- _Task statement_: Transcribe the entries below exactly.

- _Supplied material_:

=== Begin Enclosure ===

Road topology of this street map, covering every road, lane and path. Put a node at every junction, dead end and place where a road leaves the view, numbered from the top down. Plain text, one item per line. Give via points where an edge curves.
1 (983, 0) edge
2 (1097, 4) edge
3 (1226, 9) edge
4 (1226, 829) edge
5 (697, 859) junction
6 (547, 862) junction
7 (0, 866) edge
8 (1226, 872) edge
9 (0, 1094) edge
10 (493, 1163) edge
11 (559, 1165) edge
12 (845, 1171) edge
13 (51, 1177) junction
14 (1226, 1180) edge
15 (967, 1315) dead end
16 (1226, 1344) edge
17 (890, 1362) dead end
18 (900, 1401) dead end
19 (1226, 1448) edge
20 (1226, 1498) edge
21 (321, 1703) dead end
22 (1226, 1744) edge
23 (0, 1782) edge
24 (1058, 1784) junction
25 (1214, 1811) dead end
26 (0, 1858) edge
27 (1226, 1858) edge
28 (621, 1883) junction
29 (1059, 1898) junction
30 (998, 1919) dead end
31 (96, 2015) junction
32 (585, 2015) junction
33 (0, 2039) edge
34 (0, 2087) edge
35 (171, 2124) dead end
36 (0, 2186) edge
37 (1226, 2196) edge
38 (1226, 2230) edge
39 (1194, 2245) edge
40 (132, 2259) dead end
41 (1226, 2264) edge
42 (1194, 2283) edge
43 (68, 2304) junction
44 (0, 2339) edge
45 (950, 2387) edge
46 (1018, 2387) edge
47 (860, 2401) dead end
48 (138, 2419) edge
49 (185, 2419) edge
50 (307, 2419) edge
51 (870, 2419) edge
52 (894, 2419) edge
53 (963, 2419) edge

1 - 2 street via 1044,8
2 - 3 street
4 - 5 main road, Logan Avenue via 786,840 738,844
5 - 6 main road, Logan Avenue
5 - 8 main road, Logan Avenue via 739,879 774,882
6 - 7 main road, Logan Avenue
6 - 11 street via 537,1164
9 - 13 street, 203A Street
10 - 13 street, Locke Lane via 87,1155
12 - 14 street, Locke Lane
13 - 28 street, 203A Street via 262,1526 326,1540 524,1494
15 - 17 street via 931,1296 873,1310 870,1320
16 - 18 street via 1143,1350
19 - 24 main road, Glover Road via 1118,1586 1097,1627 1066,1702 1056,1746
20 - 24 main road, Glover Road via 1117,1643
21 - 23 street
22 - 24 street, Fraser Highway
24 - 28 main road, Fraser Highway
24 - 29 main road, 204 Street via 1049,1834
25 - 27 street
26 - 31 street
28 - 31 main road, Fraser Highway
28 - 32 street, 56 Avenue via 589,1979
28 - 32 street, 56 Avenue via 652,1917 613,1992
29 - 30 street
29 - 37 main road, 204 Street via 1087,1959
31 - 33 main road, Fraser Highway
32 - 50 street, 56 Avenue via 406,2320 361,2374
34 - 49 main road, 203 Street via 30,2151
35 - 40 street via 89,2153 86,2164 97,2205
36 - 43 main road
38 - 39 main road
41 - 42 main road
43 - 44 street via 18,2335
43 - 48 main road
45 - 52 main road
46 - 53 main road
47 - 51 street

=== End Enclosure ===

- _Response_:
Road topology of this street map, covering every road, lane and path. Put a node at every junction, dead end and place where a road leaves the view, numbered from the top down. Plain text, one item per line. Give via points where an edge curves.
1 (983, 0) edge
2 (1097, 4) edge
3 (1226, 9) edge
4 (1226, 829) edge
5 (697, 859) junction
6 (547, 862) junction
7 (0, 866) edge
8 (1226, 872) edge
9 (0, 1094) edge
10 (493, 1163) edge
11 (559, 1165) edge
12 (845, 1171) edge
13 (51, 1177) junction
14 (1226, 1180) edge
15 (967, 1315) dead end
16 (1226, 1344) edge
17 (890, 1362) dead end
18 (900, 1401) dead end
19 (1226, 1448) edge
20 (1226, 1498) edge
21 (321, 1703) dead end
22 (1226, 1744) edge
23 (0, 1782) edge
24 (1058, 1784) junction
25 (1214, 1811) dead end
26 (0, 1858) edge
27 (1226, 1858) edge
28 (621, 1883) junction
29 (1059, 1898) junction
30 (998, 1919) dead end
31 (96, 2015) junction
32 (585, 2015) junction
33 (0, 2039) edge
34 (0, 2087) edge
35 (171, 2124) dead end
36 (0, 2186) edge
37 (1226, 2196) edge
38 (1226, 2230) edge
39 (1194, 2245) edge
40 (132, 2259) dead end
41 (1226, 2264) edge
42 (1194, 2283) edge
43 (68, 2304) junction
44 (0, 2339) edge
45 (950, 2387) edge
46 (1018, 2387) edge
47 (860, 2401) dead end
48 (138, 2419) edge
49 (185, 2419) edge
50 (307, 2419) edge
51 (870, 2419) edge
52 (894, 2419) edge
53 (963, 2419) edge

1 - 2 street via 1044,8
2 - 3 street
4 - 5 main road, Logan Avenue via 786,840 738,844
5 - 6 main road, Logan Avenue
5 - 8 main road, Logan Avenue via 739,879 774,882
6 - 7 main road, Logan Avenue
6 - 11 street via 537,1164
9 - 13 street, 203A Street
10 - 13 street, Locke Lane via 87,1155
12 - 14 street, Locke Lane
13 - 28 street, 203A Street via 262,1526 326,1540 524,1494
15 - 17 street via 931,1296 873,1310 870,1320
16 - 18 street via 1143,1350
19 - 24 main road, Glover Road via 1118,1586 1097,1627 1066,1702 1056,1746
20 - 24 main road, Glover Road via 1117,1643
21 - 23 street
22 - 24 street, Fraser Highway
24 - 28 main road, Fraser Highway
24 - 29 main road, 204 Street via 1049,1834
25 - 27 street
26 - 31 street
28 - 31 main road, Fraser Highway
28 - 32 street, 56 Avenue via 589,1979
28 - 32 street, 56 Avenue via 652,1917 613,1992
29 - 30 street
29 - 37 main road, 204 Street via 1087,1959
31 - 33 main road, Fraser Highway
32 - 50 street, 56 Avenue via 406,2320 361,2374
34 - 49 main road, 203 Street via 30,2151
35 - 40 street via 89,2153 86,2164 97,2205
36 - 43 main road
38 - 39 main road
41 - 42 main road
43 - 44 street via 18,2335
43 - 48 main road
45 - 52 main road
46 - 53 main road
47 - 51 street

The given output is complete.